C’est le cas de trop qui a obligé la gendarmerie de la Somme à publier un message de prévention sur sa page Facebook, le 9 décembre, intitulé “alerte hypnose”. Vendredi 4 décembre, une jeune fille chute subitement sur la voie publique à Corbie (Somme), profondément endormie. Les pompiers interviennent, mais ne parviennent pas à la réveiller. Ses camarades qui l’accompagnent expliquent aux secouristes qu’elle est victime d’un jeu actuellement en vogue dans leur lycée : l’hypnose. Plus réceptive que les autres, la jeune fille s’endort systématiquement dès qu’elle entend le mot “dormir” “s’endormir” ou un claquement de doigt.

“C’est redoutable, les pompiers ont pu s’en rendre compte. Alors qu’elle retrouvait ses esprits, un pompier a claqué des doigts pour la tenir éveillée, ce qui a provoqué son endormissement immédiat”, raconte un gendarme interrogé par le Courrier Picard, samedi 12 décembre. Transportée au centre hospitalier d’Amiens sud, la jeune fille s’est finalement réveillée et a été gardée en observation jusqu’au samedi 5 décembre. Les examens pratiqués n’ont rien révélé d’anormal.”

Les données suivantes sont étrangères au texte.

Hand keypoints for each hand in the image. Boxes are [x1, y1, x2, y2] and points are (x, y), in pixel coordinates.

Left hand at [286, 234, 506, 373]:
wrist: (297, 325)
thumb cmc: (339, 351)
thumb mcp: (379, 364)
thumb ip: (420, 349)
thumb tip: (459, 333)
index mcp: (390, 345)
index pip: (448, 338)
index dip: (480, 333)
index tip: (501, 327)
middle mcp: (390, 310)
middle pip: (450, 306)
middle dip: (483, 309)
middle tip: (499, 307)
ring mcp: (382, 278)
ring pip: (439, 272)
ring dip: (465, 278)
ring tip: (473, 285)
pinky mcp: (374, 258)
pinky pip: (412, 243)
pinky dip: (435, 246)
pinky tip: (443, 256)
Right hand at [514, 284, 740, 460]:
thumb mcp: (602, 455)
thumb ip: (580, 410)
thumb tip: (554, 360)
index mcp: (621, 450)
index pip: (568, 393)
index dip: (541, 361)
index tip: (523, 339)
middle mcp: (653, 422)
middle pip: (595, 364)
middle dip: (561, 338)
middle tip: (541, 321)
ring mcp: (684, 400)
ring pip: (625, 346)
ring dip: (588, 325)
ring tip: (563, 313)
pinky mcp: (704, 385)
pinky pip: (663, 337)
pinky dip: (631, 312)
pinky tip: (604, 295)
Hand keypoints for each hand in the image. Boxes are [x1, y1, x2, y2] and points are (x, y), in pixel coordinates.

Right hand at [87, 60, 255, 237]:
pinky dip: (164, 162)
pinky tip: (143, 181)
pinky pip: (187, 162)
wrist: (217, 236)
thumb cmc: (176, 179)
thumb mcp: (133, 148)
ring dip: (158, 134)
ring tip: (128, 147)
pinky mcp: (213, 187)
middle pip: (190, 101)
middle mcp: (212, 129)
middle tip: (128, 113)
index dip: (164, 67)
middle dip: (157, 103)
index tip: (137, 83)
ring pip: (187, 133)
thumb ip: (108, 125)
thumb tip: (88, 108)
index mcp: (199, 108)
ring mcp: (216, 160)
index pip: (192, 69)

Un lycéen du lycée Lamarck d’Albert soupçonné

Depuis la rentrée de septembre, les cas signalés se multiplient, rapporte le Courrier Picard, et notamment au sein du lycée Lamarck d’Albert (Somme). Un élève de 1ère y pratiquerait l’hypnose et aurait partagé son savoir avec deux de ses camarades. “C’est impressionnant, je ne sais pas comment il fait, mais il est capable de faire tomber les gens comme des mouches”, raconte ainsi une jeune élève de 17 ans. “Quand on est une fille, ce n’est vraiment pas rassurant.” Un autre, interrogé par le Courrier Picard, est lui aussi inquiet. “Au début c’était marrant, là, ça commence vraiment à devenir lourd, perso, je fais tout pour les éviter.”

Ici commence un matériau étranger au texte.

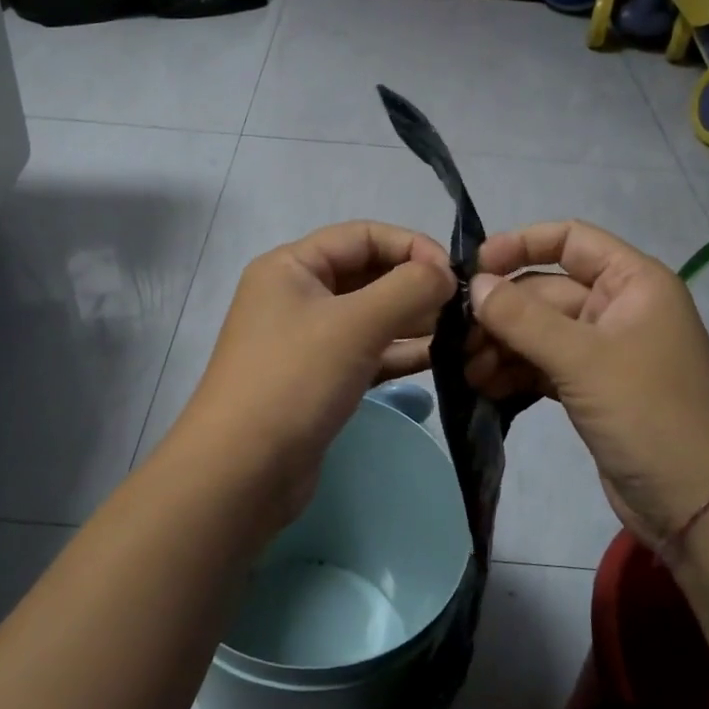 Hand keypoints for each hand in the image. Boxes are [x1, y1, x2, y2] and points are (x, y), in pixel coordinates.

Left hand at [179, 221, 454, 526]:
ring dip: (413, 320)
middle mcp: (296, 296)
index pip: (362, 236)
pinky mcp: (319, 380)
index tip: (455, 273)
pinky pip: (366, 353)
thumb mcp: (355, 324)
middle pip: (367, 274)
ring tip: (463, 331)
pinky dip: (399, 353)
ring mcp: (306, 341)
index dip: (411, 245)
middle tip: (466, 306)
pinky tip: (441, 358)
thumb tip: (446, 272)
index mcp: (292, 266)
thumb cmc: (294, 380)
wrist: (241, 472)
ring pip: (370, 317)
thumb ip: (408, 289)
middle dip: (415, 285)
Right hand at [465, 220, 708, 545]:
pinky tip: (483, 387)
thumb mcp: (583, 360)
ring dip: (501, 346)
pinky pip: (542, 365)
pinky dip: (514, 372)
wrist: (697, 506)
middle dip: (501, 311)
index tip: (474, 267)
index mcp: (633, 283)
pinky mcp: (590, 389)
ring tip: (466, 371)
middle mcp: (618, 308)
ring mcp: (603, 351)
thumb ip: (523, 318)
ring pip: (538, 332)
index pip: (571, 239)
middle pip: (545, 291)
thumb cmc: (649, 415)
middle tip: (456, 336)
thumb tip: (474, 284)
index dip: (521, 244) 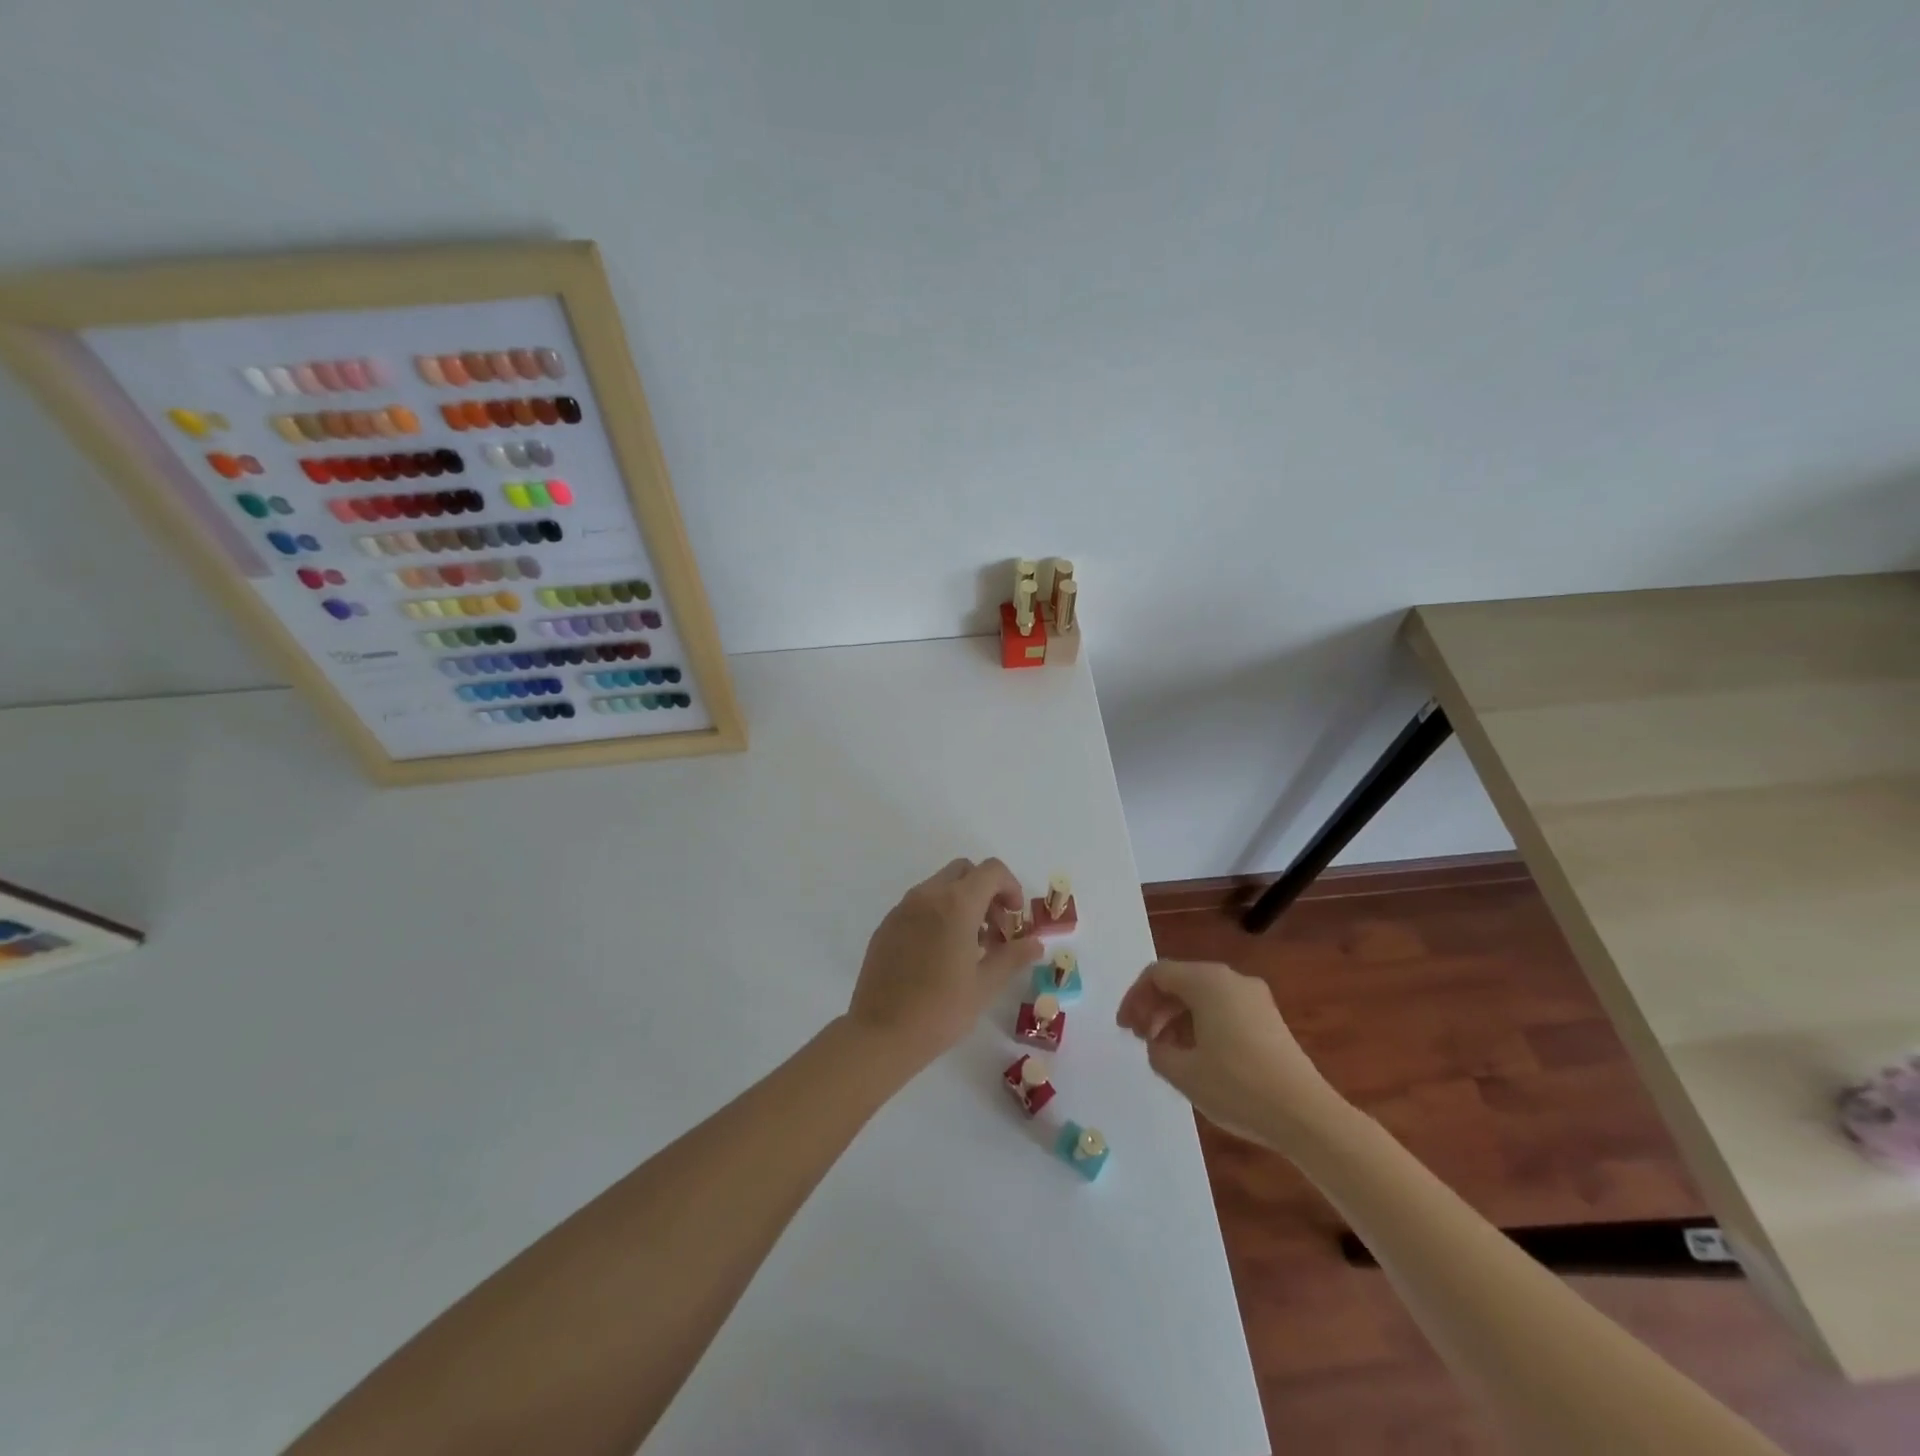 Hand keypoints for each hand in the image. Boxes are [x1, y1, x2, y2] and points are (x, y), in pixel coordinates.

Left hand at [848, 858, 1037, 1069]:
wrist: (881, 1034)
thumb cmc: (941, 1009)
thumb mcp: (985, 985)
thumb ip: (1013, 956)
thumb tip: (1035, 944)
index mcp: (955, 904)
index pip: (991, 871)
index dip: (1011, 887)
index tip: (1015, 919)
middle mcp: (927, 896)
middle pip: (964, 872)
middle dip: (986, 891)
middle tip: (995, 929)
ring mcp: (902, 909)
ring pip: (939, 887)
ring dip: (961, 903)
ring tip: (970, 947)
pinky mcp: (886, 926)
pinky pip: (918, 906)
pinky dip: (937, 915)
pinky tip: (940, 955)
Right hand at [1116, 959, 1342, 1144]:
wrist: (1306, 1115)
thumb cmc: (1237, 1087)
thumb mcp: (1183, 1072)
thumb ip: (1157, 1051)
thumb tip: (1158, 1044)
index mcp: (1207, 982)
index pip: (1158, 974)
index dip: (1135, 998)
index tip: (1125, 1029)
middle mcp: (1231, 979)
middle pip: (1181, 981)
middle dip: (1155, 1007)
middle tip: (1141, 1040)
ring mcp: (1255, 998)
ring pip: (1203, 996)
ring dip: (1177, 1017)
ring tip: (1166, 1052)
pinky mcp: (1269, 1019)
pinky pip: (1223, 1009)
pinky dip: (1201, 1024)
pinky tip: (1198, 1056)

Interrogé par le quotidien, le proviseur de l’établissement estime que ces cas d’hypnose ne se déroulent pas au sein de son lycée, mais en dehors et qu’il ne peut donc rien y faire. Le rectorat parle quant à lui d’un “cas isolé”, précisant que “néanmoins, si des élèves pratiquent l’hypnose dans le lycée, ils seront évidemment sanctionnés”.

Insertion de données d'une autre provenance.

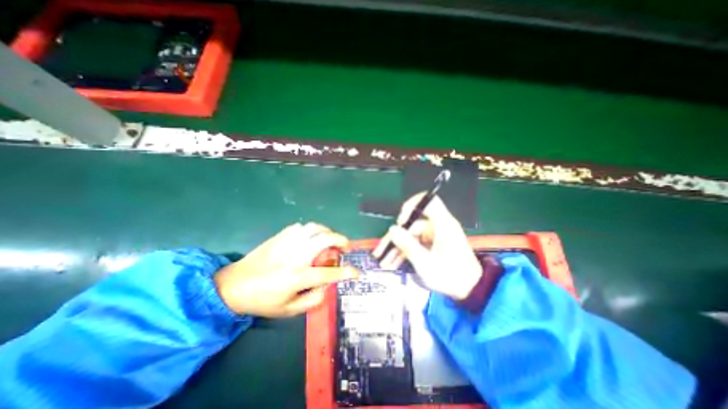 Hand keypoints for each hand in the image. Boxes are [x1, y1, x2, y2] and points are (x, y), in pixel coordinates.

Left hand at [214, 224, 356, 315]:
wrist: (232, 285)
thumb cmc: (262, 300)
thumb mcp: (288, 310)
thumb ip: (313, 300)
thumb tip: (328, 286)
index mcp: (297, 276)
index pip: (329, 274)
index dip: (346, 273)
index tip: (356, 272)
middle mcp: (295, 256)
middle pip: (325, 239)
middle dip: (340, 240)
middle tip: (344, 247)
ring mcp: (287, 242)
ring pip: (314, 227)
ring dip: (328, 231)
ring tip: (330, 239)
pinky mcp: (280, 236)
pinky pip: (302, 227)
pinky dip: (312, 230)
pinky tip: (312, 237)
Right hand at [372, 192, 482, 299]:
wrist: (472, 291)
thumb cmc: (450, 276)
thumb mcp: (426, 263)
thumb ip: (407, 244)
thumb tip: (392, 229)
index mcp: (442, 224)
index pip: (428, 201)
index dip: (412, 205)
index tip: (401, 220)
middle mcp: (438, 226)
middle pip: (412, 224)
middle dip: (396, 239)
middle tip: (381, 252)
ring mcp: (435, 236)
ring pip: (412, 236)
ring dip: (398, 248)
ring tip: (385, 262)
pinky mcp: (434, 244)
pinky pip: (417, 243)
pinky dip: (407, 252)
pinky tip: (394, 263)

Ces signalement de personnes sous hypnose ne se limitent pas à Corbie. A Beauvais également, le jeu semble être à la mode. Ainsi, sous le porche d’un habitation voisine du lycée des Jacobins, quatre adolescents jouent eux aussi à ce jeu dangereux, sous les yeux des journalistes du Courrier Picard . Une jeune fille inconsciente est revenue à elle d’un claquement de doigts de son hypnotiseur.